Start of The data

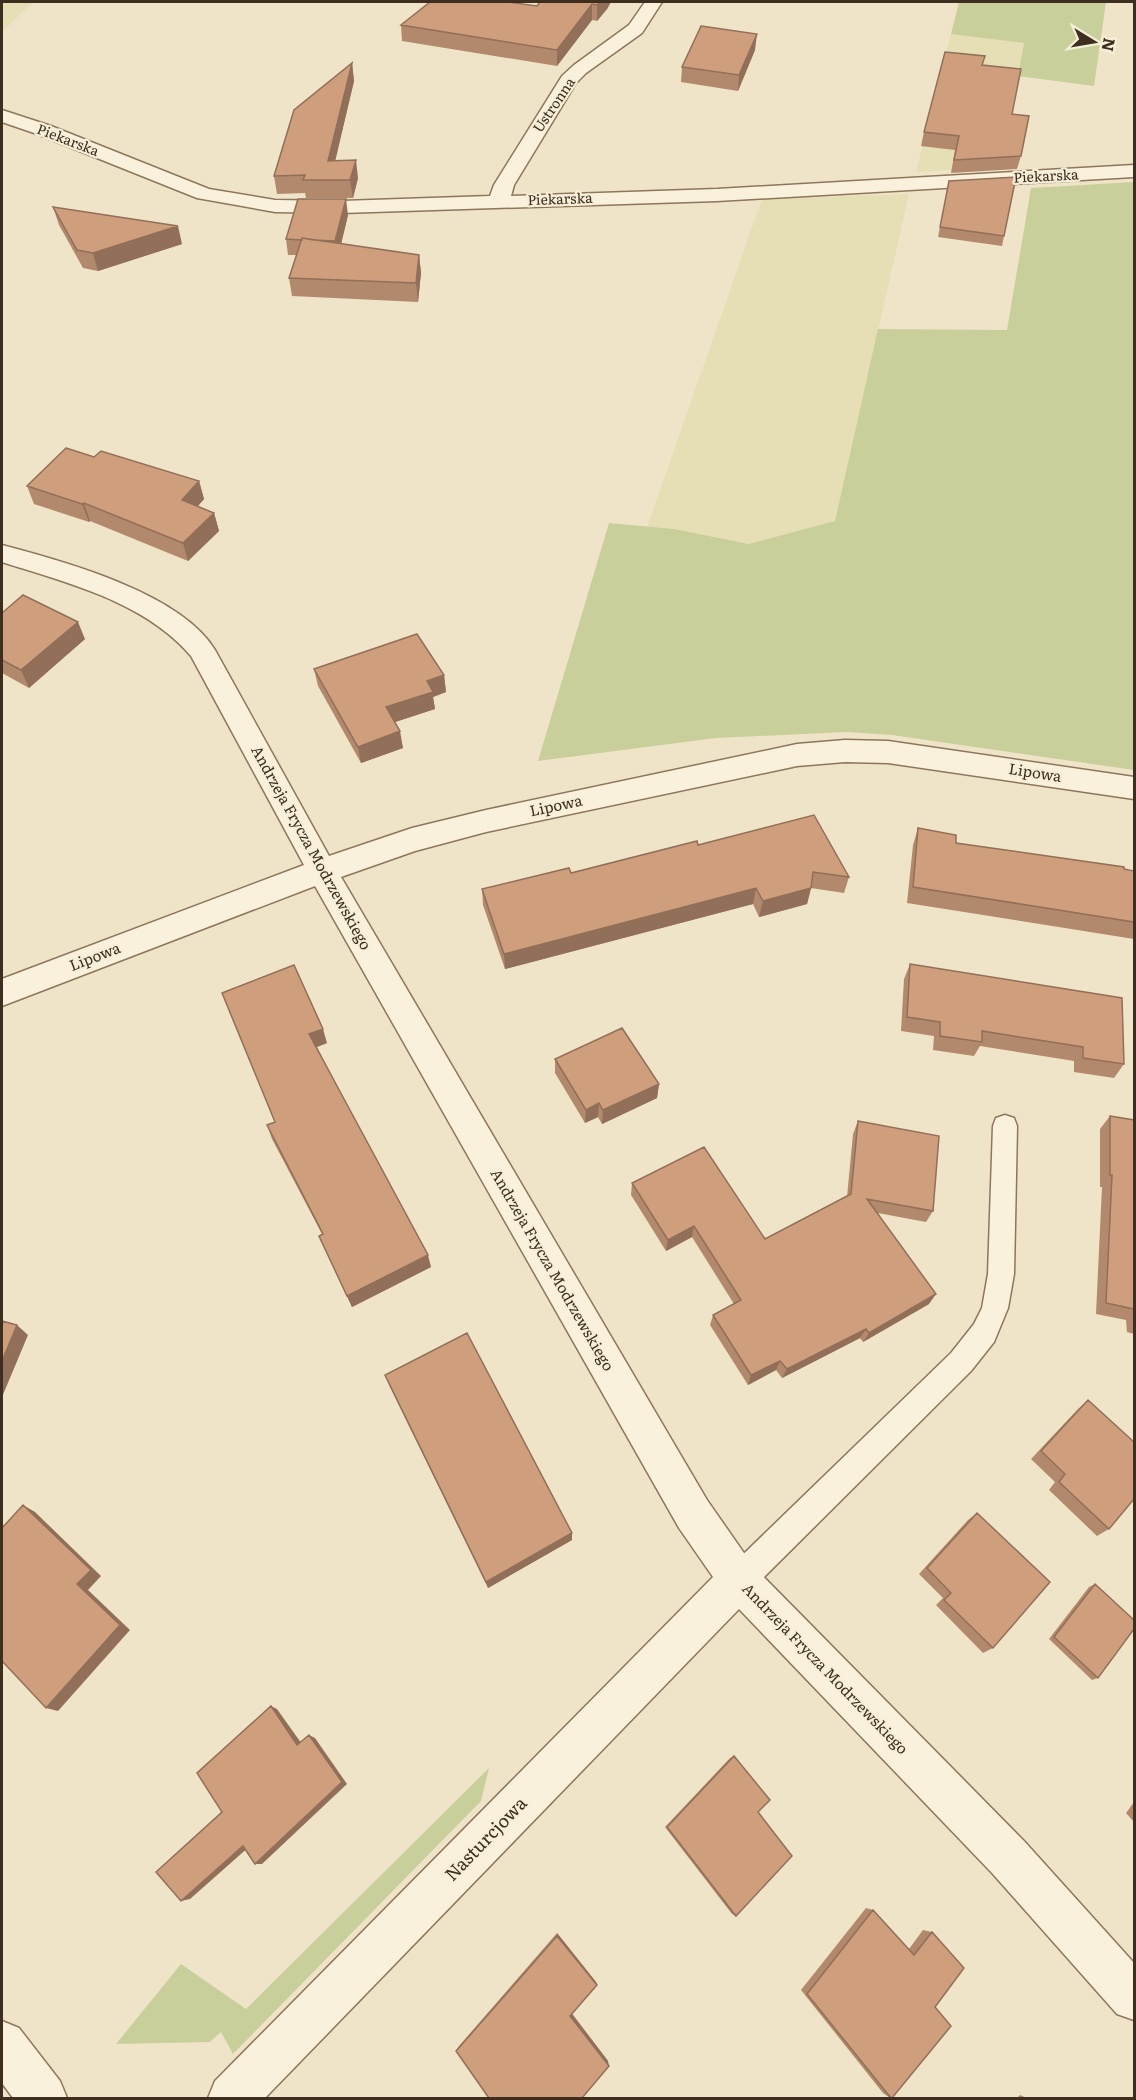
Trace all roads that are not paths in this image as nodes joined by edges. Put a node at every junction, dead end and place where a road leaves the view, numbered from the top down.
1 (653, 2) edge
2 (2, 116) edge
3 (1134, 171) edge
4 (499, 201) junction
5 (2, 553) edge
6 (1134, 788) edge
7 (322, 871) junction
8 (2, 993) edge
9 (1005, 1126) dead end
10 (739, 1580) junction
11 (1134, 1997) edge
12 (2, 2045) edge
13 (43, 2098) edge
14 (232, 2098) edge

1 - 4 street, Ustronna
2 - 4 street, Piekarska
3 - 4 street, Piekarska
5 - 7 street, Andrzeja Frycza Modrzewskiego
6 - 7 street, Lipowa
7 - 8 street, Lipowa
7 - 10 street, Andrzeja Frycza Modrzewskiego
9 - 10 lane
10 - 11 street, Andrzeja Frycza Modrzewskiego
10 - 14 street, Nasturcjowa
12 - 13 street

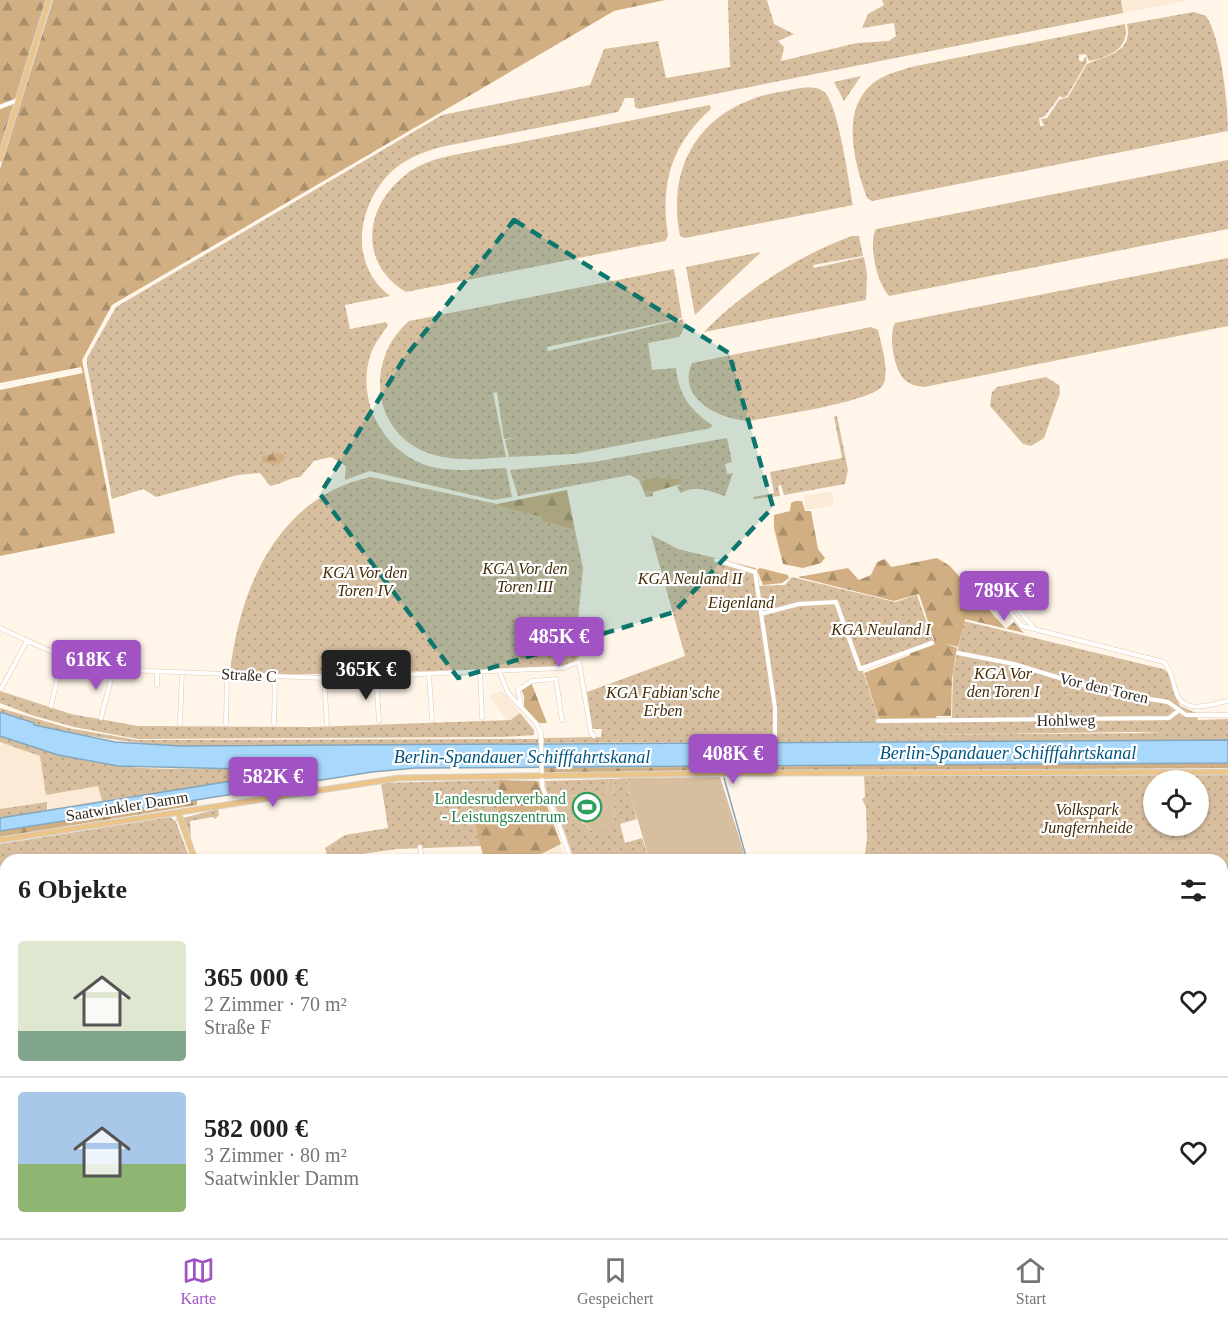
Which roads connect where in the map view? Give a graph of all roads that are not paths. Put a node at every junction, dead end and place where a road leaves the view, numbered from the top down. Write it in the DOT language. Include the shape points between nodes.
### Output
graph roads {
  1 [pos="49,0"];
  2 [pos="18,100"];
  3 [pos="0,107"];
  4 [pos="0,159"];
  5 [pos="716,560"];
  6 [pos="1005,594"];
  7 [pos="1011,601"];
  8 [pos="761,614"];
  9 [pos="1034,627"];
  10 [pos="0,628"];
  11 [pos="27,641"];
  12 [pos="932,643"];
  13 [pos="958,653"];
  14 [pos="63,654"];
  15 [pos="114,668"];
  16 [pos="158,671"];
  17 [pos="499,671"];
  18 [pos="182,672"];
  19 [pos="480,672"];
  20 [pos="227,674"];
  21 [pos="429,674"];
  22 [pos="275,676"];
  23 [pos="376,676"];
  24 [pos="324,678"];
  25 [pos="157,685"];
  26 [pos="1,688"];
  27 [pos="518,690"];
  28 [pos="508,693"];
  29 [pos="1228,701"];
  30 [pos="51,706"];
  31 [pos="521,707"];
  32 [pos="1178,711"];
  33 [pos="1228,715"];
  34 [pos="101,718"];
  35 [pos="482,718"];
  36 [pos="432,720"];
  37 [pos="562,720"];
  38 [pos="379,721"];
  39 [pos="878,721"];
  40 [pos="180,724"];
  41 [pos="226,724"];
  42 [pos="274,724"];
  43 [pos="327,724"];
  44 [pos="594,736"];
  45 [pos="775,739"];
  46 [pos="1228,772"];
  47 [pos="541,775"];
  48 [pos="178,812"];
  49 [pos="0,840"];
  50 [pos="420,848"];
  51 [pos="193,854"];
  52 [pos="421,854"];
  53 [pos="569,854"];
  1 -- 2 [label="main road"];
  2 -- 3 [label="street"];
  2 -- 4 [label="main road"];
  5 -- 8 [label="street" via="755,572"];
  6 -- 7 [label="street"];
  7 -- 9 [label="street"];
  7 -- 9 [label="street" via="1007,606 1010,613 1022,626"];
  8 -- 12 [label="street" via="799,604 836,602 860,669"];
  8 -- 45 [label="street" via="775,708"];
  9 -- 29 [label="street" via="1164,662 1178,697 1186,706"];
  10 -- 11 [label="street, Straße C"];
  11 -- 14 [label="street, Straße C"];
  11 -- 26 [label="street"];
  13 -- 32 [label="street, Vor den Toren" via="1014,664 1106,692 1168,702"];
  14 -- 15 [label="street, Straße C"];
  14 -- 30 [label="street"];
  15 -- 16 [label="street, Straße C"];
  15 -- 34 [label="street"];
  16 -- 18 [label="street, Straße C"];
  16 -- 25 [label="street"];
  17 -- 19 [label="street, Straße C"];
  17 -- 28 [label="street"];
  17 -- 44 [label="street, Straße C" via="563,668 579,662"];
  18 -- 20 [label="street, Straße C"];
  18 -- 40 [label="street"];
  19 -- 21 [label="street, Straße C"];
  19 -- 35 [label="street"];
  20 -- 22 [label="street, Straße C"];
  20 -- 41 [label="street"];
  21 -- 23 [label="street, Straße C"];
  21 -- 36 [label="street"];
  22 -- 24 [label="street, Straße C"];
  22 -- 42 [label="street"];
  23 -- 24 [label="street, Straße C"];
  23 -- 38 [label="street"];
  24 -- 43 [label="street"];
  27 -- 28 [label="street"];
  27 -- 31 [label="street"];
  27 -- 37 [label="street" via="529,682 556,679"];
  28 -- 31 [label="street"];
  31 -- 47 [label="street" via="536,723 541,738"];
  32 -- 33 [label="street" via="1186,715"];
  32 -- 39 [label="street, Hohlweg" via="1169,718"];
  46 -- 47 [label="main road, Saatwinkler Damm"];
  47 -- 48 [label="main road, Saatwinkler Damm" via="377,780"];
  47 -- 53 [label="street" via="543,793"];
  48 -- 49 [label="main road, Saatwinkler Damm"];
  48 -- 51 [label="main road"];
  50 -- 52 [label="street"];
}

End of The data

# What you have to do:
Only lines belong in the copy, not pictures: write out exactly the lines of the records from the first through the one holding "Which roads connect".

# Result:
Trace all roads that are not paths in this image as nodes joined by edges. Put a node at every junction, dead end and place where a road leaves the view, numbered from the top down.
1 (653, 2) edge
2 (2, 116) edge
3 (1134, 171) edge
4 (499, 201) junction
5 (2, 553) edge
6 (1134, 788) edge
7 (322, 871) junction
8 (2, 993) edge
9 (1005, 1126) dead end
10 (739, 1580) junction
11 (1134, 1997) edge
12 (2, 2045) edge
13 (43, 2098) edge
14 (232, 2098) edge

1 - 4 street, Ustronna
2 - 4 street, Piekarska
3 - 4 street, Piekarska
5 - 7 street, Andrzeja Frycza Modrzewskiego
6 - 7 street, Lipowa
7 - 8 street, Lipowa
7 - 10 street, Andrzeja Frycza Modrzewskiego
9 - 10 lane
10 - 11 street, Andrzeja Frycza Modrzewskiego
10 - 14 street, Nasturcjowa
12 - 13 street

Which roads connect where in the map view? Give a graph of all roads that are not paths. Put a node at every junction, dead end and place where a road leaves the view, numbered from the top down. Write it in the DOT language. Include the shape points between nodes.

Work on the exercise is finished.